Even the program had me thinking ‘Recording of
the Month’. Alexander Borodin’s string sextet is
an early, unfinished rarity ending on a slow movement that sounds
like Tchaikovsky in its melancholic good-tune simplicity. Alexander
Glazunov’s string quintet is my favorite Glazunov, a masterpiece
of Russian romanticism that overflows with ripe tunes, big emotions,
and sumptuous writing for the two cellos. Then comes Anton Arensky’s
second string quartet, written for violin, viola and two cellos,
an unforgettable eulogy for his late friend - Tchaikovsky. If
you’re missing even one of these extraordinary pieces,
order the disc now.
What, you’re still reading? Well then: the Nash Ensemble
give warm-hearted, lyrical readings of all these works, and
there are too many highlights to mention. The Borodin sextet
begins in a Mendelssohnian mode - he wrote it as a chemistry
student in Heidelberg, and confessed it was meant to please
the Germans. By the time the slow movement fades out to nothingness
you feel an emotional connection to the piece far greater than
would be expected of nine and a half minutes. The polish of
the writing, too, is more than one would expect from a ‘student’
work.
The Glazunov quintet is a work I’d rank alongside the
quartets of Borodin, Tchaikovsky, and Taneyev at the peak of
Russian romantic chamber music. It spins out an unending string
of expansive melodies, much like the second Borodin quartet,
but without being quite as unforgettable. It received a mellower,
more velvety performance on Naxos a few years ago at the hands
of the Fine Arts Quartet, which has a tonal splendor and luxuriousness
I find addictive, but I remember many critics saying that their
reading didn’t sound particularly Russian. The Nash Ensemble
(not Russian either) do have that idiomatic feel, finding
for the first movement’s gorgeous second tune a tempo
that both wallows and dances. Their pizzicato in the
scherzo (a total delight which predates similar movements by
Debussy and Ravel) are feather-light, and if the andante doesn’t
charm you then nothing will.
Then there’s the Arensky. Its obscurity is inexplicable.

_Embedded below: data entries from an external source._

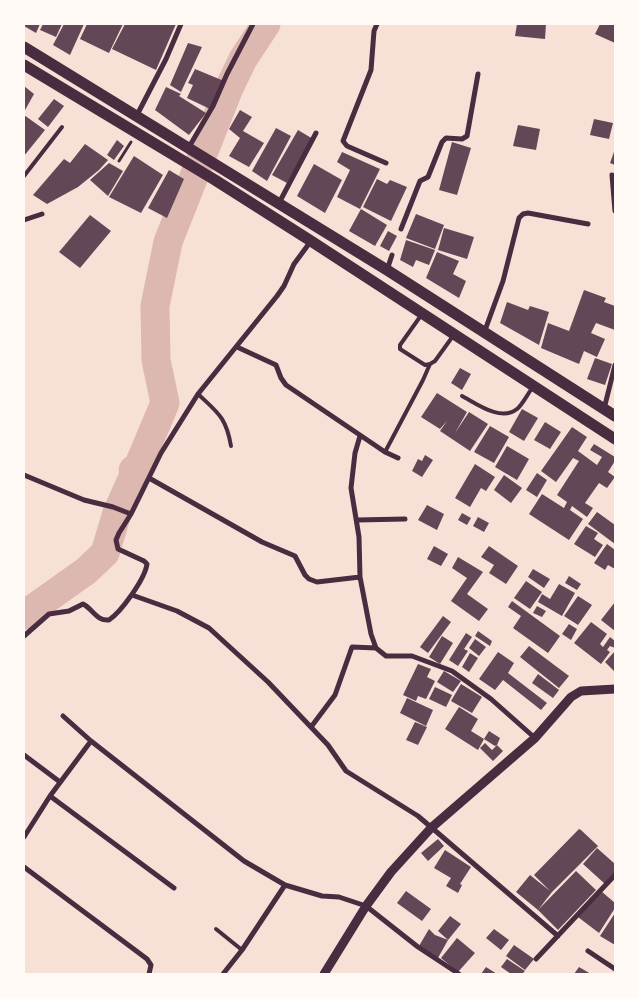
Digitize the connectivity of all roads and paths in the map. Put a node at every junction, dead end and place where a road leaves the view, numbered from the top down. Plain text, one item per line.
1 (181, 24) edge
2 (252, 24) edge
3 (377, 24) edge
4 (24, 47) edge
5 (24, 65) edge
6 (478, 74) dead end
7 (137, 115) junction
8 (62, 126) dead end
9 (136, 133) junction
10 (316, 133) dead end
11 (190, 149) junction
12 (119, 160) dead end
13 (386, 163) dead end
14 (612, 175) dead end
15 (24, 176) edge
16 (278, 203) junction
17 (615, 211) edge
18 (42, 214) dead end
19 (24, 220) edge
20 (588, 224) dead end
21 (401, 228) dead end
22 (311, 240) junction
23 (392, 255) dead end
24 (387, 270) junction
25 (423, 312) junction
26 (455, 333) junction
27 (484, 334) junction
28 (237, 347) junction
29 (430, 364) junction
30 (615, 365) edge
31 (534, 386) junction
32 (198, 394) junction
33 (462, 396) dead end
34 (604, 410) junction
35 (615, 416) edge
36 (360, 436) junction
37 (615, 439) edge
38 (231, 446) dead end
39 (385, 452) junction
40 (398, 458) dead end
41 (24, 475) edge
42 (148, 478) junction
43 (131, 514) junction
44 (405, 519) dead end
45 (357, 520) junction
46 (360, 577) junction
47 (132, 595) junction
48 (24, 636) edge
49 (376, 648) junction
50 (615, 689) edge
51 (63, 716) dead end
52 (310, 727) junction
53 (535, 738) junction
54 (91, 741) junction
55 (24, 755) edge
56 (60, 782) junction
57 (50, 796) junction
58 (431, 828) junction
59 (24, 837) edge
60 (24, 867) edge
61 (615, 875) edge
62 (285, 885) junction
63 (174, 888) dead end
64 (366, 906) junction
65 (216, 929) dead end
66 (558, 936) junction
67 (242, 950) junction
68 (588, 951) dead end
69 (536, 959) dead end
70 (615, 969) edge
71 (149, 974) edge
72 (222, 974) edge
73 (324, 974) edge
74 (459, 974) edge

1 - 7 street
2 - 11 street
3 - 13 street
4 - 7 highway
5 - 9 highway
6 - 21 street
7 - 11 highway
8 - 15 lane
9 - 12 path
9 - 22 highway
10 - 16 street
11 - 16 highway
14 - 17 street
16 - 24 highway
18 - 19 street
20 - 27 street
22 - 25 highway
22 - 28 street
23 - 24 street
24 - 27 highway
25 - 26 highway
25 - 29 lane
26 - 29 lane
26 - 31 highway
27 - 34 highway
28 - 32 street
28 - 36 street
29 - 39 lane
30 - 34 street
31 - 33 lane
31 - 37 highway
32 - 38 lane
32 - 42 street
34 - 35 highway
36 - 39 street
36 - 45 street
39 - 40 street
41 - 43 street
42 - 43 street
42 - 46 street
43 - 47 street
44 - 45 street
45 - 46 street
46 - 49 street
47 - 48 street
47 - 52 street
49 - 52 street
49 - 53 street
50 - 53 street
51 - 54 street
52 - 58 street
53 - 58 street
54 - 56 street
54 - 62 street
55 - 56 street
56 - 57 street
57 - 59 street
57 - 63 street
58 - 64 street
58 - 66 street
60 - 71 street
61 - 66 street
62 - 64 street
62 - 67 street
64 - 73 street
64 - 74 street
65 - 67 lane
66 - 69 street
67 - 72 street
68 - 70 street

It starts with a striking Russian religious hymn, which is used
as a motto theme to haunting effect throughout. The lighter
second theme, played here with such delicacy as dreams are made
of, must be one of Arensky’s greatest inspirations. The
second movement is a set of dazzling variations on a theme by
Tchaikovsky, who had died the previous year and whose presence
one senses Arensky missing very dearly. The finale contains
a fugue, which was obligatory for a certain school of Russian
composers (think Kalinnikov or Tchaikovsky’s First Symphony),
only this fugue, on “that” theme from Beethoven’s
Razumovsky quartets and Boris Godunov, is actually quite
enjoyable. It’s probably the composer’s masterwork
(see also the piano quintet), and it demands to be heard.
A few quartets (notably the Ying)
have recorded the Arensky using a standard string quartet, rather
than the one-violin/two-cello quartet Arensky called for, but
don’t bother with those. The dark, bittersweet tone of
the piece depends on its instrumentation. The only competitive
recordings are live discs from chamber music festivals in Santa
Fe, New Mexico and El Paso, Texas; don’t laugh: the latter
album features cellists Zuill Bailey and Lynn Harrell.
Despite my soft spot for the opulent Fine Arts Quartet, this
album has made me very happy. Two of my favorite underappreciated
chamber works, a delightful novelty from Borodin, and the ever-superb
playing of the Nash Ensemble, with everyone (it seems silly
to single one player out) delivering their solo lines and melodies
with satisfying warmth. The engineering leaves nothing to be
desired; the program, filling as it does three gaps in the average
listener’s library, adds up to more than the sum of its
parts. The cover design’s pretty terrific too. I could
go on, but what more do you need to hear?